What happened to the woolly mammoth?

Sixty years ago we were fond of remarking that humans seemed to spend an inexplicable amount of time talking about the weather considering the fact that no one could do anything about it. Ironically, we've now learned that humans, with potentially drastic consequences, have indeed been altering our climate, albeit unintentionally. This new knowledge has been so shocking and bewildering for some that they adamantly refuse to believe it.

Now it turns out that ours may not be the first human era to have had major effects upon our biosphere. As scientists have attempted to decipher why most of the large fauna (think mammoth, mastodon, ground sloth, and giant kangaroos, among others) that roamed the temperate climes of our planet up until about 13,000 years ago became extinct, they have offered three possible hypotheses: Might it have been a nuclear winter-like climate brought on by the collision of a comet or large meteorite with Earth? Or was it a prolonged period of massive volcanism that gave rise to a similar prolonged cold climate brought on by dense clouds and ash that killed the vegetation and led to the starvation of these megafauna?
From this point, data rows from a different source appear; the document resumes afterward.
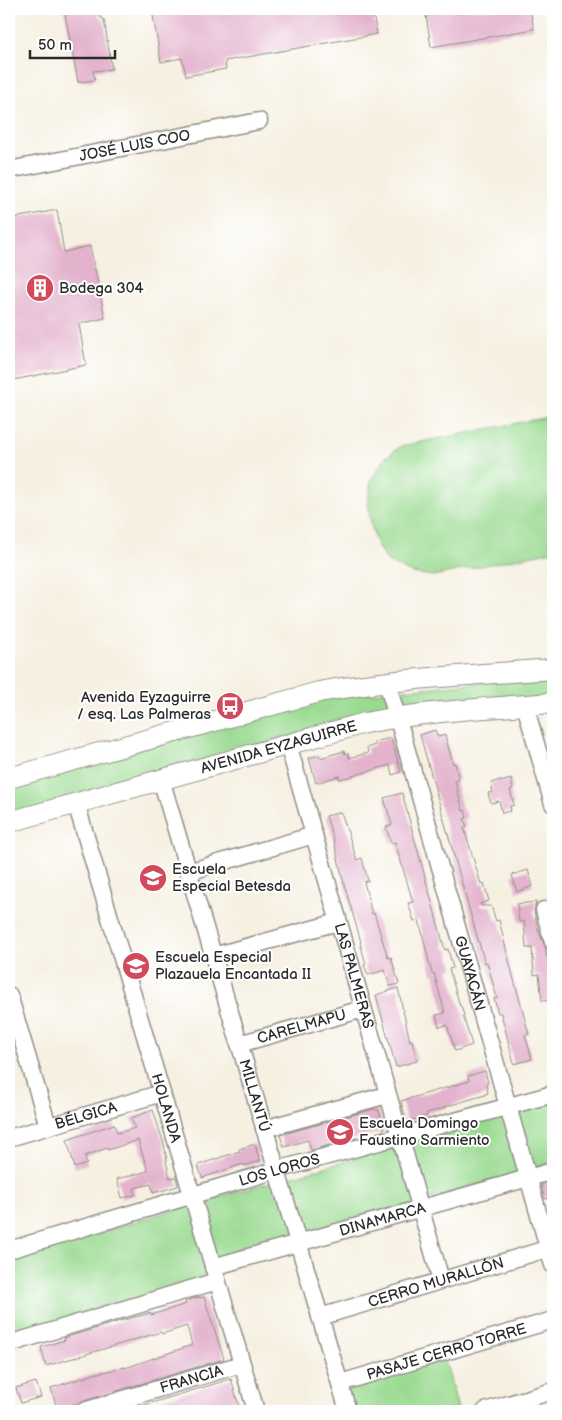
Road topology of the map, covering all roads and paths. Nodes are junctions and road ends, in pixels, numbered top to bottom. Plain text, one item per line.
1 (259, 121) dead end
2 (9, 170) edge
3 (553, 669) edge
4 (387, 682) junction
5 (553, 703) edge
6 (525, 705) junction
7 (398, 717) junction
8 (288, 744) junction
9 (9, 778) edge
10 (161, 780) junction
11 (550, 782) edge
12 (76, 803) junction
13 (553, 804) edge
14 (9, 822) edge
15 (314, 835) junction
16 (188, 872) junction
17 (544, 910) dead end
18 (338, 922) junction
19 (553, 942) edge
20 (213, 956) junction
21 (9, 995) edge
22 (363, 1009) junction
23 (239, 1044) junction
24 (162, 1093) junction
25 (553, 1094) edge
26 (387, 1095) junction
27 (508, 1106) junction
28 (48, 1126) junction
29 (264, 1129) junction
30 (399, 1136) junction
31 (9, 1138) edge
32 (276, 1170) junction
33 (553, 1171) edge
34 (528, 1178) junction
35 (192, 1195) junction
36 (419, 1209) junction
37 (298, 1243) junction
38 (551, 1247) edge
39 (9, 1250) edge
40 (553, 1265) edge
41 (215, 1274) junction
42 (441, 1280) junction
43 (320, 1317) junction
44 (553, 1320) edge
45 (9, 1344) edge
46 (242, 1364) junction
47 (340, 1383) junction
48 (553, 1391) edge
49 (84, 1411) edge
50 (256, 1411) edge
51 (348, 1411) edge
52 (485, 1411) edge

1 - 2 street, JOSÉ LUIS COO
3 - 4 main road
4 - 7 street, GUAYACÁN
4 - 9 main road
5 - 6 main road, AVENIDA EYZAGUIRRE
6 - 7 main road, AVENIDA EYZAGUIRRE
6 - 11 street
7 - 8 main road, AVENIDA EYZAGUIRRE
7 - 27 street, GUAYACÁN
8 - 10 main road, AVENIDA EYZAGUIRRE
8 - 15 street, LAS PALMERAS
10 - 12 main road, AVENIDA EYZAGUIRRE
10 - 16 street, MILLANTÚ
11 - 13 street
12 - 14 main road, AVENIDA EYZAGUIRRE
12 - 24 street, HOLANDA
15 - 16 street
15 - 18 street, LAS PALMERAS
16 - 20 street, MILLANTÚ
17 - 19 street
18 - 20 street
18 - 22 street, LAS PALMERAS
20 - 23 street, MILLANTÚ
21 - 28 street
22 - 23 street, CARELMAPU
22 - 26 street, LAS PALMERAS
23 - 29 street, MILLANTÚ
24 - 28 street, BÉLGICA
24 - 35 street, HOLANDA
25 - 27 street, LOS LOROS
26 - 29 street
26 - 30 street, LAS PALMERAS
27 - 30 street, LOS LOROS
27 - 34 street, GUAYACÁN
28 - 31 street, BÉLGICA
29 - 32 street, MILLANTÚ
30 - 32 street, LOS LOROS
30 - 36 street, LAS PALMERAS
32 - 35 street, LOS LOROS
32 - 37 street, MILLANTÚ
33 - 34 street, DINAMARCA
34 - 36 street, DINAMARCA
34 - 38 street, GUAYACÁN
35 - 39 street, LOS LOROS
35 - 41 street, HOLANDA
36 - 37 street, DINAMARCA
36 - 42 street, LAS PALMERAS
37 - 41 street, DINAMARCA
37 - 43 street, MILLANTÚ
38 - 40 street, GUAYACÁN
38 - 42 street, CERRO MURALLÓN
41 - 45 street, DINAMARCA
41 - 46 street, HOLANDA
42 - 43 street, CERRO MURALLÓN
43 - 47 street, MILLANTÚ
44 - 47 street, PASAJE CERRO TORRE
46 - 49 street, FRANCIA
46 - 50 street, HOLANDA
47 - 51 street, MILLANTÚ
48 - 52 street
Finally, could humans, expanding their range over all the major continents as the glaciers of the last ice age receded, have hunted these creatures to extinction?

Surprisingly, the evidence unearthed to date gives no support for the first two hypotheses and quite definitely favors the third. Furthermore, the loss of these herds of large herbivorous mammals led to significant changes in the ecology of the lands affected. For example, because the formerly open and seldom burned savannas of North America were no longer heavily grazed, they were replaced by woodland comprised of spruce and broad-leaved trees and subject to more common wildfires.

It seems we humans, now constituting and utilizing a significant fraction of the available nutrients and minerals present on Earth, can have large impacts on our habitat. We survived the Stone Age, flourished during the Iron Age, muddled through the Middle Ages, and were awed by the Atomic Age. Is it time we gave rise to a Responsible Age?